Komitmen pembelian senilai $500 miliar juga akan melibatkan impor logam mulia dan batu seperti berlian (kecuali emas, yang akan memiliki semacam kuota tarif atau TRQ), untuk menambah nilai di India, produk teknologi tinggi, peralatan untuk pusat data dan pusat kemampuan global (GCC) dan semikonduktor. Hal ini juga akan melibatkan kolaborasi di sektor kecerdasan buatan (AI). “Semua item dan sektor teknologi ini penting bagi pertumbuhan India dan menjadikannya negara maju, sehingga akan sangat membantu perekonomian India,” kata orang pertama.

India mungkin mendapatkan bebas bea ekspor ke AS setelah kesepakatan perdagangan barang senilai sekitar $10 miliar, yang diijinkan Amerika kepada hampir semua mitra FTA-nya. Hal ini sesuai dengan Annexure III AS, yaitu Potensi Penyesuaian Tarif untuk Mitra Selaras (PTAAP). Menurut situs web pemerintah AS, sekitar 2.000 produk memenuhi syarat untuk dikurangi atau dihilangkan bea masuknya berdasarkan PTAAP, yang mencakup sektor-sektor seperti sumber daya alam, kopi, teh, buah-buahan seperti pisang dan jeruk, tomat, dan jus buah. Jumlah ini belum termasuk barang-barang India senilai $4 miliar yang sudah dikecualikan, seperti produk pertanian tertentu, kertas, dan mineral.

Yang pasti, AS tidak mengenakan tarif apa pun atas barang-barang tersebut kepada siapa pun.

Karena obat-obatan dan telepon seluler telah dikecualikan, maka produk-produk tersebut akan tetap berada dalam kategori pengecualian bahkan setelah kesepakatan tersebut selesai, kata orang-orang yang disebutkan di atas, seraya menambahkan bahwa produk-produk tersebut dikecualikan karena keduanya juga merupakan bagian dari PTAAP.

Selain itu, ada barang-barang senilai $12-13 miliar yang dikenakan bea pengamanan oleh AS, seperti baja, aluminium, komponen mobil dan otomotif, serta tembaga. Masalah ini berada di bawah lingkup Organisasi Perdagangan Dunia dan bea perlindungan ini dikenakan pada semua orang, kata orang-orang yang disebutkan di atas.

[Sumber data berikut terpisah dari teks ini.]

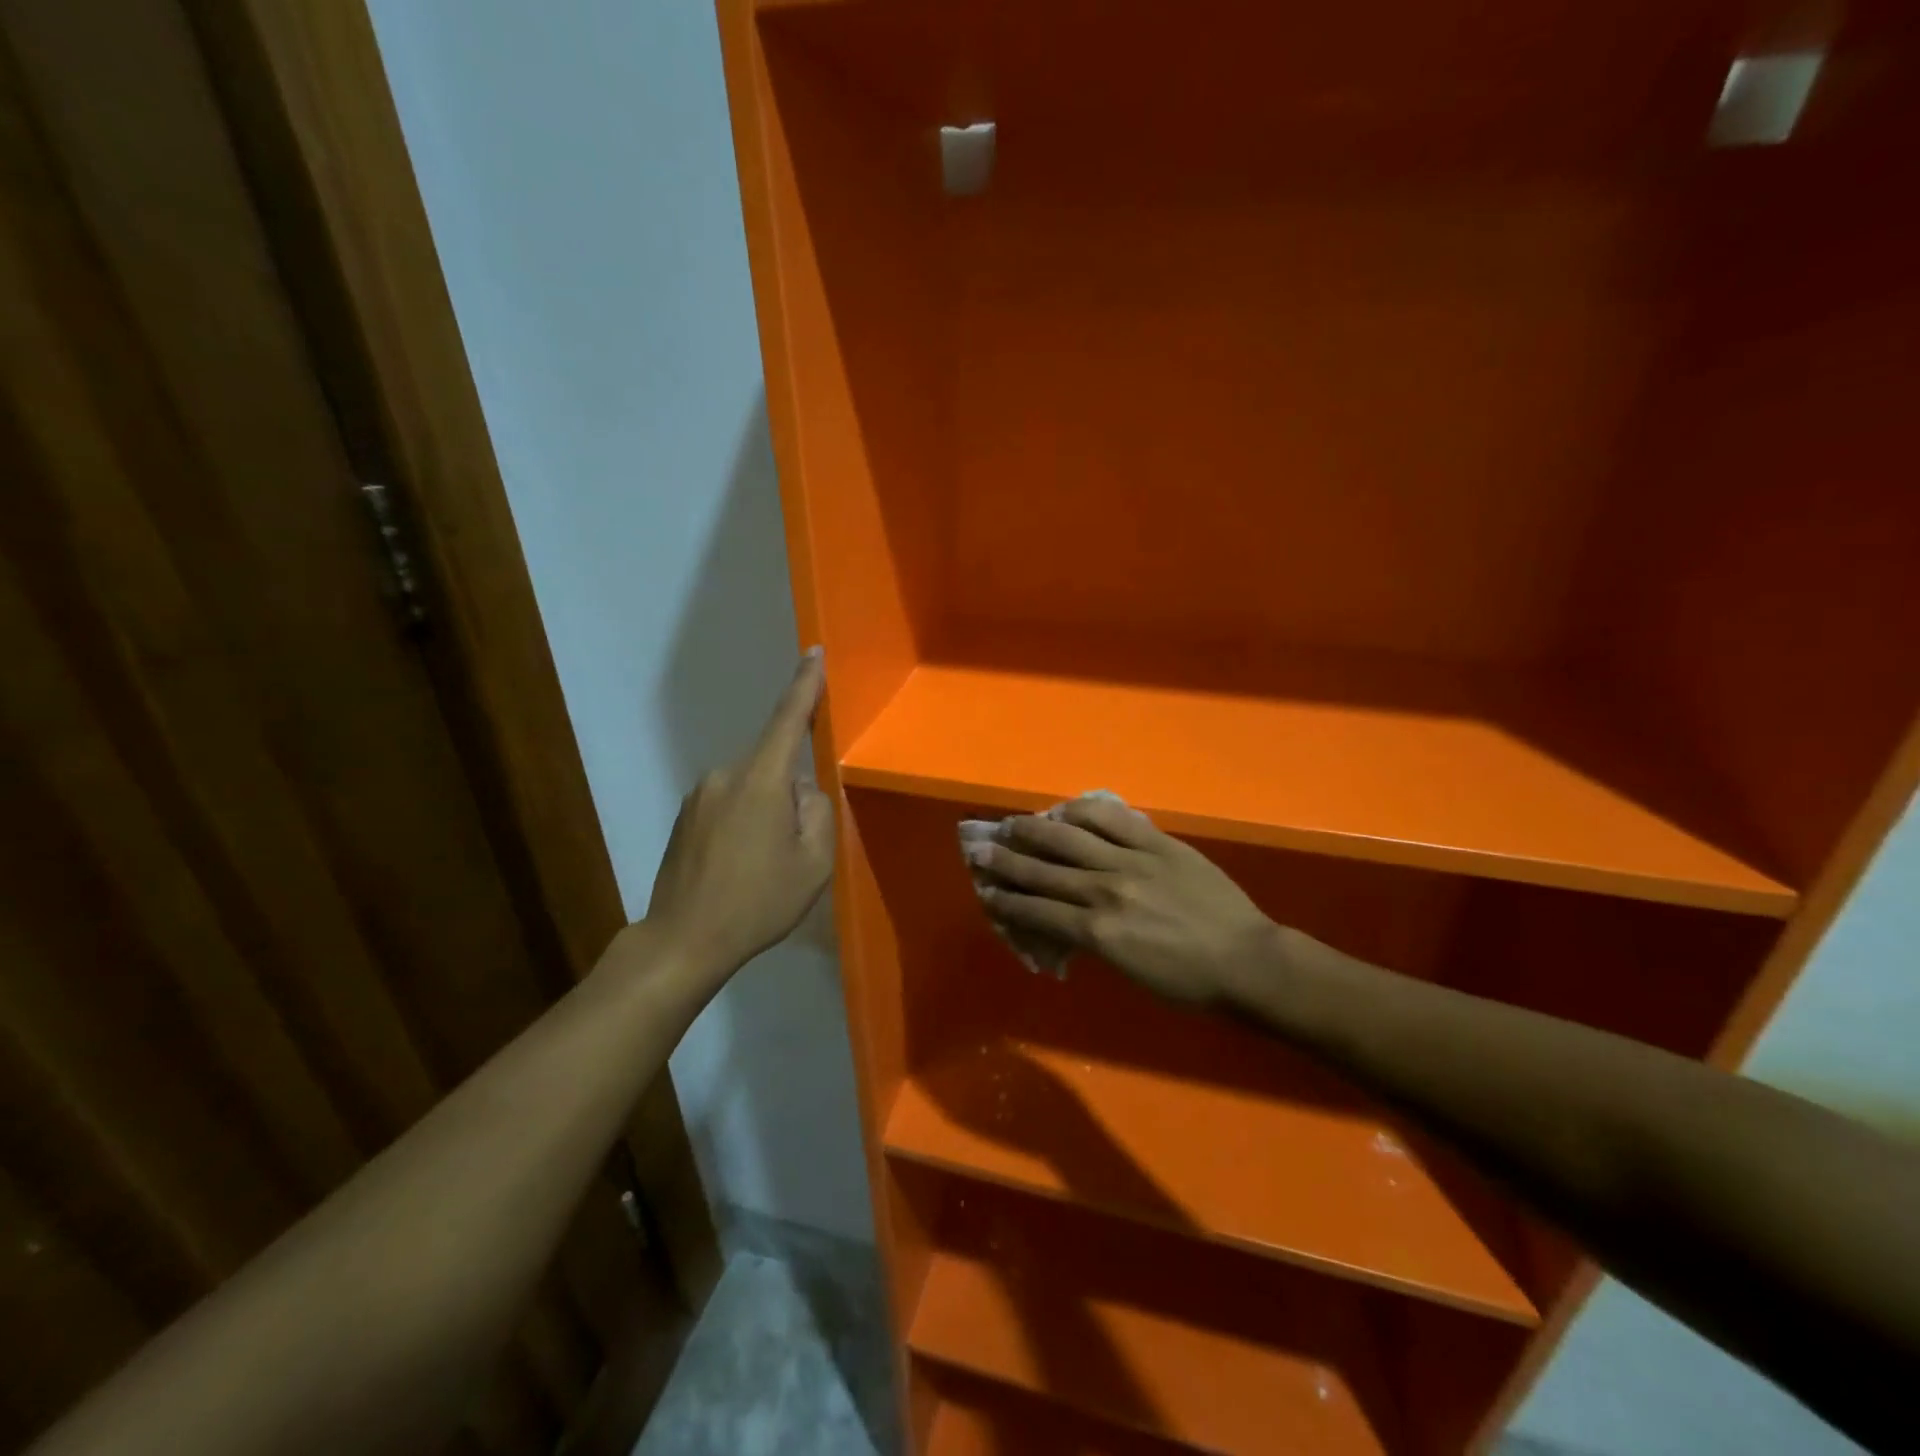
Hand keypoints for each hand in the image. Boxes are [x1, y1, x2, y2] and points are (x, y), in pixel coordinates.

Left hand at [645, 649, 834, 979]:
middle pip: (774, 768)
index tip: (813, 653)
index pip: (787, 720)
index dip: (804, 685)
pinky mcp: (685, 815)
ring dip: (766, 813)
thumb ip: (817, 812)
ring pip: (752, 788)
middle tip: (792, 849)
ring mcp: (699, 794)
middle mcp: (725, 775)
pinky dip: (744, 824)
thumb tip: (802, 789)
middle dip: (790, 796)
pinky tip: (740, 866)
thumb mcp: (813, 863)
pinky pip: (729, 804)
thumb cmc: (758, 902)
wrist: (684, 940)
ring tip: (762, 864)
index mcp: (760, 781)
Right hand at [970, 796, 1280, 1005]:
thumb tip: (1066, 921)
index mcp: (1097, 930)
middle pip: (1044, 871)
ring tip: (1013, 824)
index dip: (1008, 900)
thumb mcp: (1128, 969)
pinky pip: (1114, 819)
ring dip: (1035, 831)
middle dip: (1007, 861)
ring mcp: (1132, 861)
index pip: (1039, 910)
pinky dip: (1085, 811)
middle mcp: (1105, 890)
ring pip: (1071, 839)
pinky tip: (1065, 808)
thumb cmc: (1188, 980)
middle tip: (981, 850)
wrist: (1245, 959)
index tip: (987, 890)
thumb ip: (1092, 939)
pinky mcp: (1157, 843)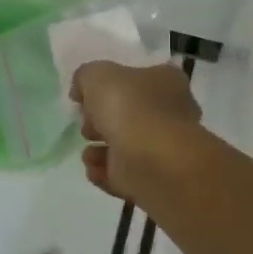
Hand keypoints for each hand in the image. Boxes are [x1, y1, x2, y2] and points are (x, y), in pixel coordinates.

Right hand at [71, 61, 201, 203]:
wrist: (153, 160)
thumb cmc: (130, 107)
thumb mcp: (97, 75)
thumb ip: (86, 77)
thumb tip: (82, 90)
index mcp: (166, 81)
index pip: (137, 78)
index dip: (108, 87)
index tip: (87, 98)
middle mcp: (170, 112)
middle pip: (129, 114)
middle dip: (102, 121)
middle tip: (87, 125)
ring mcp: (164, 148)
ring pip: (125, 146)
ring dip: (100, 150)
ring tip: (87, 152)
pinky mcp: (154, 178)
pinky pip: (124, 173)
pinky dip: (105, 172)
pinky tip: (93, 169)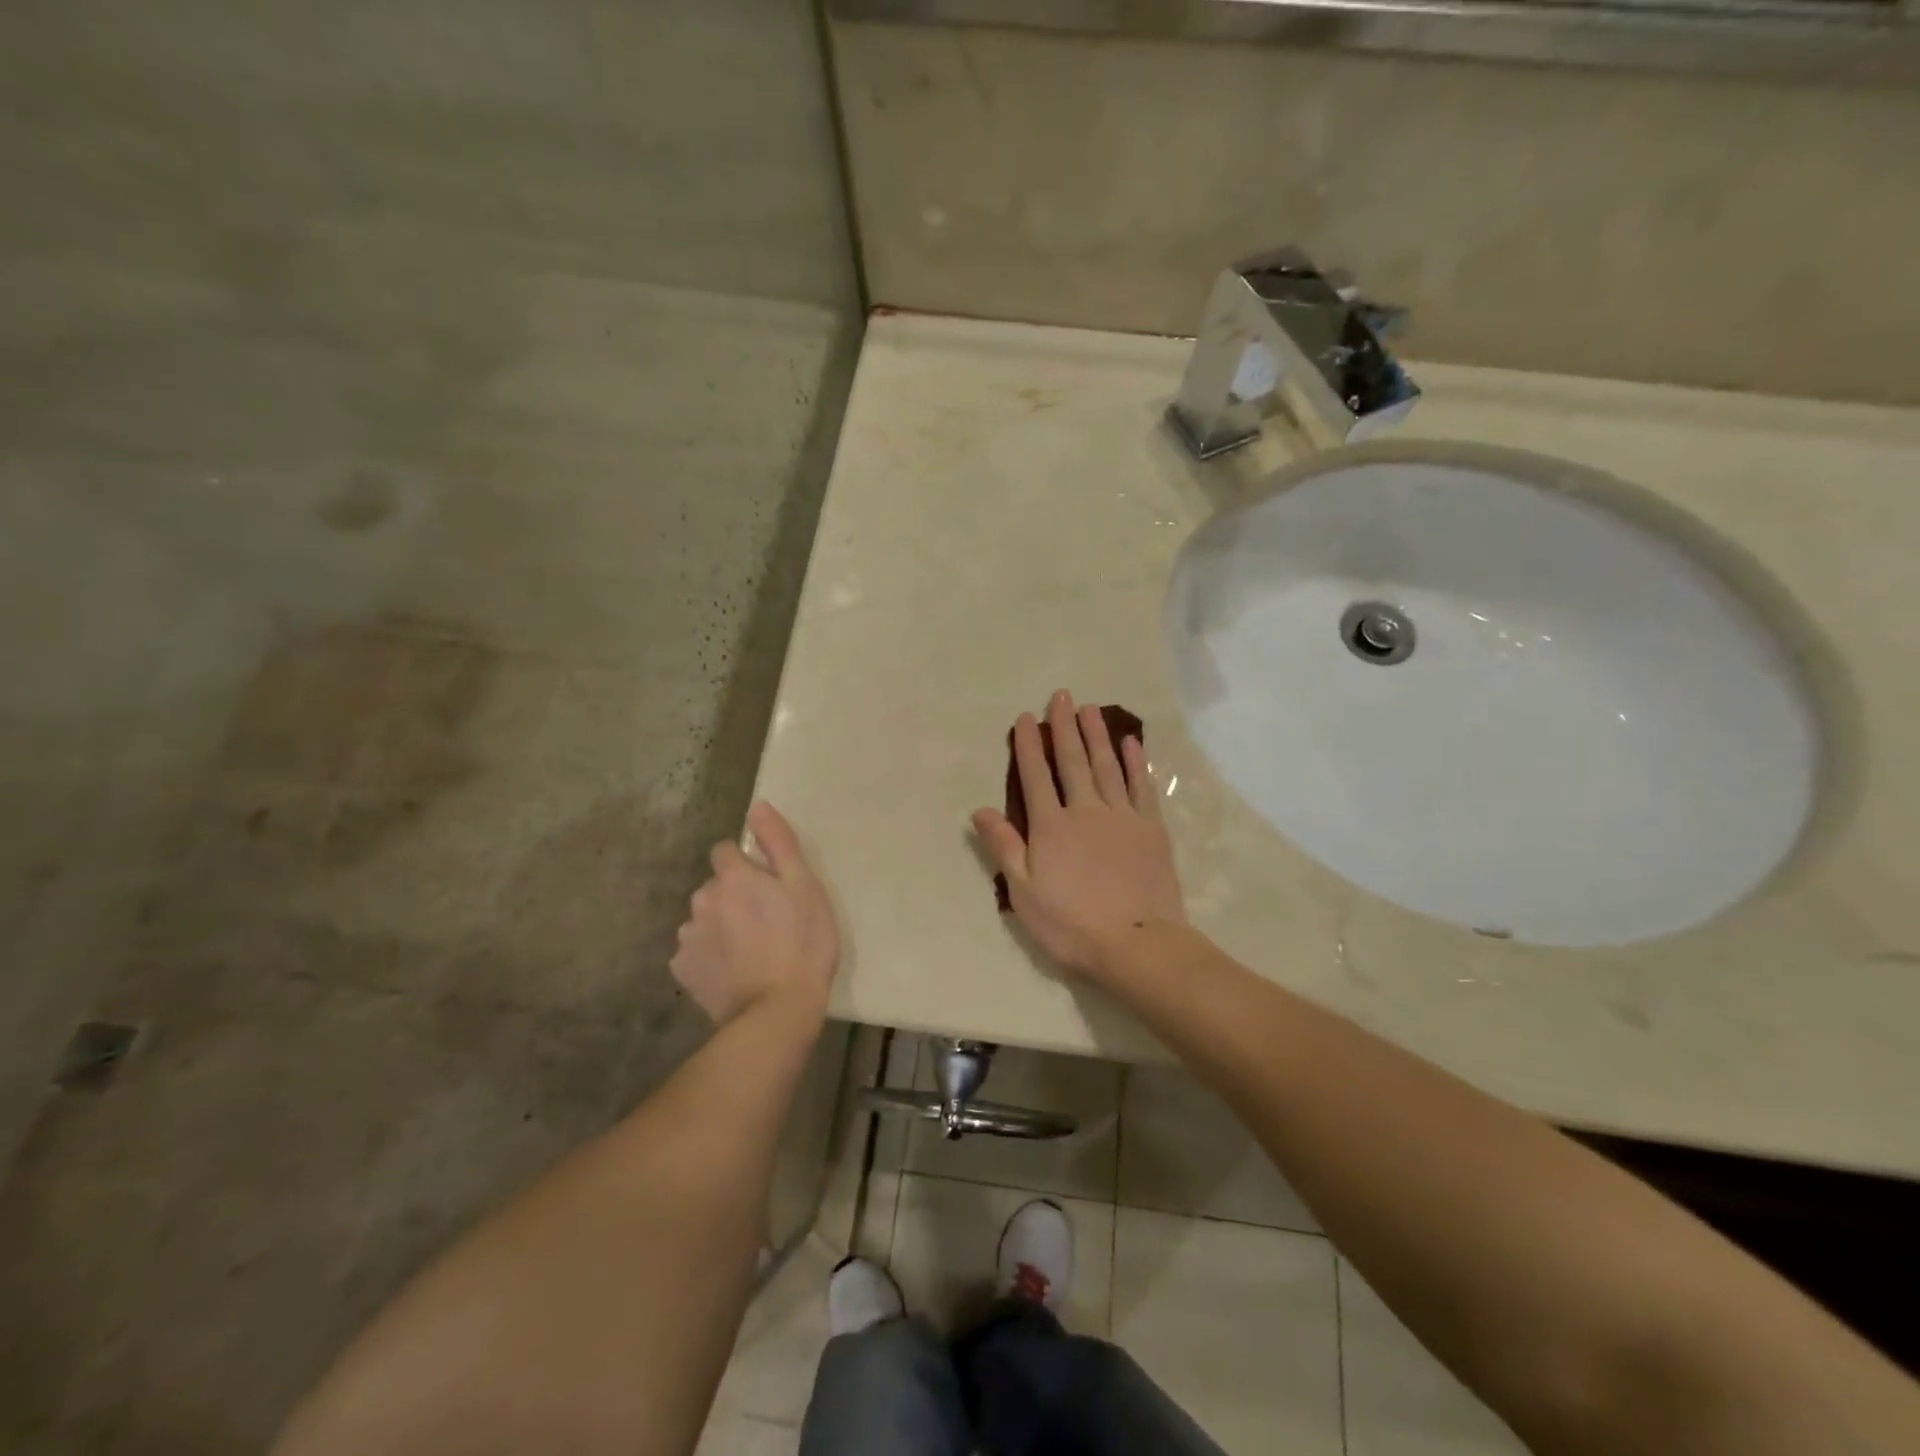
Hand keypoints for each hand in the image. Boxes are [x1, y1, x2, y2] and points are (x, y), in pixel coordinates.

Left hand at [672, 801, 838, 1027]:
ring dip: (720, 925)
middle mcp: (702, 899)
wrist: (777, 1010)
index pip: (726, 851)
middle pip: (715, 886)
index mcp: (733, 876)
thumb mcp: (805, 886)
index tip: (768, 886)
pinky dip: (709, 956)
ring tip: (749, 950)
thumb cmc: (802, 942)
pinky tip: (732, 971)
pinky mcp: (683, 970)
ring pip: (703, 918)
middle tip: (765, 921)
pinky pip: (695, 951)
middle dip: (733, 896)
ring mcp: (689, 936)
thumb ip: (778, 843)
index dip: (747, 865)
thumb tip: (756, 806)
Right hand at [972, 690, 1184, 976]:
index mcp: (1051, 826)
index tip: (1027, 718)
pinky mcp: (1150, 827)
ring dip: (1097, 735)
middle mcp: (1085, 810)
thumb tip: (980, 810)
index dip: (1030, 746)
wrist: (1136, 942)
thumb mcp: (1024, 892)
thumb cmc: (1070, 923)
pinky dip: (1135, 762)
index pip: (1036, 776)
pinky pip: (1141, 786)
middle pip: (1072, 761)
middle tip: (1061, 696)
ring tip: (1091, 709)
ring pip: (1106, 766)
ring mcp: (1122, 816)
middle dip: (1064, 727)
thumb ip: (1004, 846)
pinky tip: (1131, 743)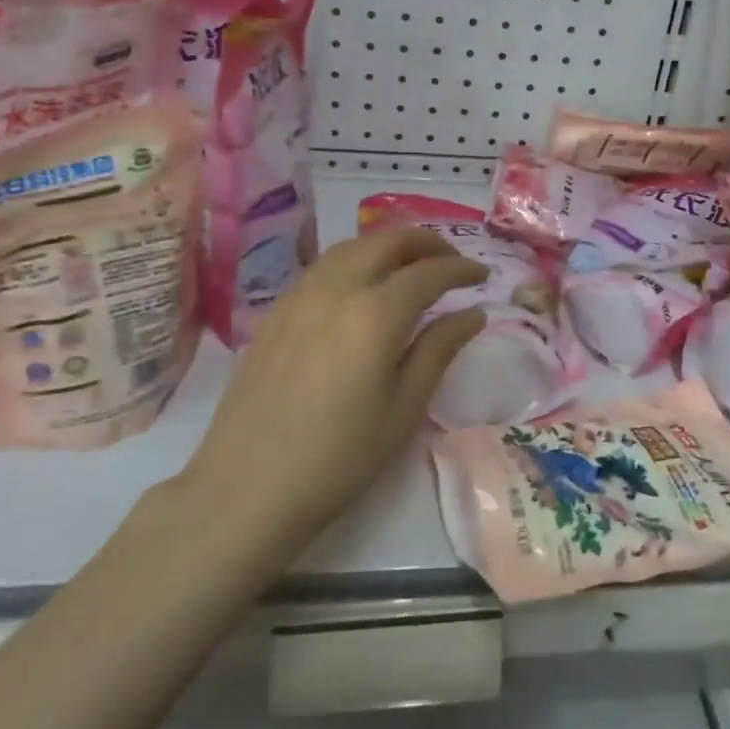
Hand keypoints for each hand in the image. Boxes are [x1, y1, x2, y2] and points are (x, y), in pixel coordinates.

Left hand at [177, 229, 488, 564]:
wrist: (247, 486)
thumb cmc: (339, 457)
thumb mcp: (403, 409)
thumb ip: (439, 350)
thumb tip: (472, 313)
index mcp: (376, 314)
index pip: (429, 272)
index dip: (461, 269)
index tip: (482, 276)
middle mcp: (338, 288)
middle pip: (388, 241)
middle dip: (426, 242)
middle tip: (451, 261)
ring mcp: (301, 294)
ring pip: (352, 246)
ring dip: (389, 246)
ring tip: (411, 265)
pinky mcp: (277, 309)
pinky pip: (325, 265)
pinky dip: (356, 259)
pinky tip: (362, 285)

Barang-barang dari AS dengan sensitivitas tinggi dapat terus mendapatkan perlindungan bea masuk di India, sementara barang-barang Amerika yang paling tidak sensitif akan segera mendapatkan akses tanpa bea masuk.

Barang-barang sensitif termasuk produk susu, sereal, jagung, daging, unggas, beras, gandum, makanan hasil rekayasa genetik, kedelai, dan etanol.

Barang-barang yang cukup sensitif seperti almond, pistachio, ceri dan hazelnut mungkin mempunyai kuota tarif, sementara barang-barang lain seperti selada dan beberapa jenis minyak akan mempunyai pengaturan penghapusan bea masuk selama 3-10 tahun.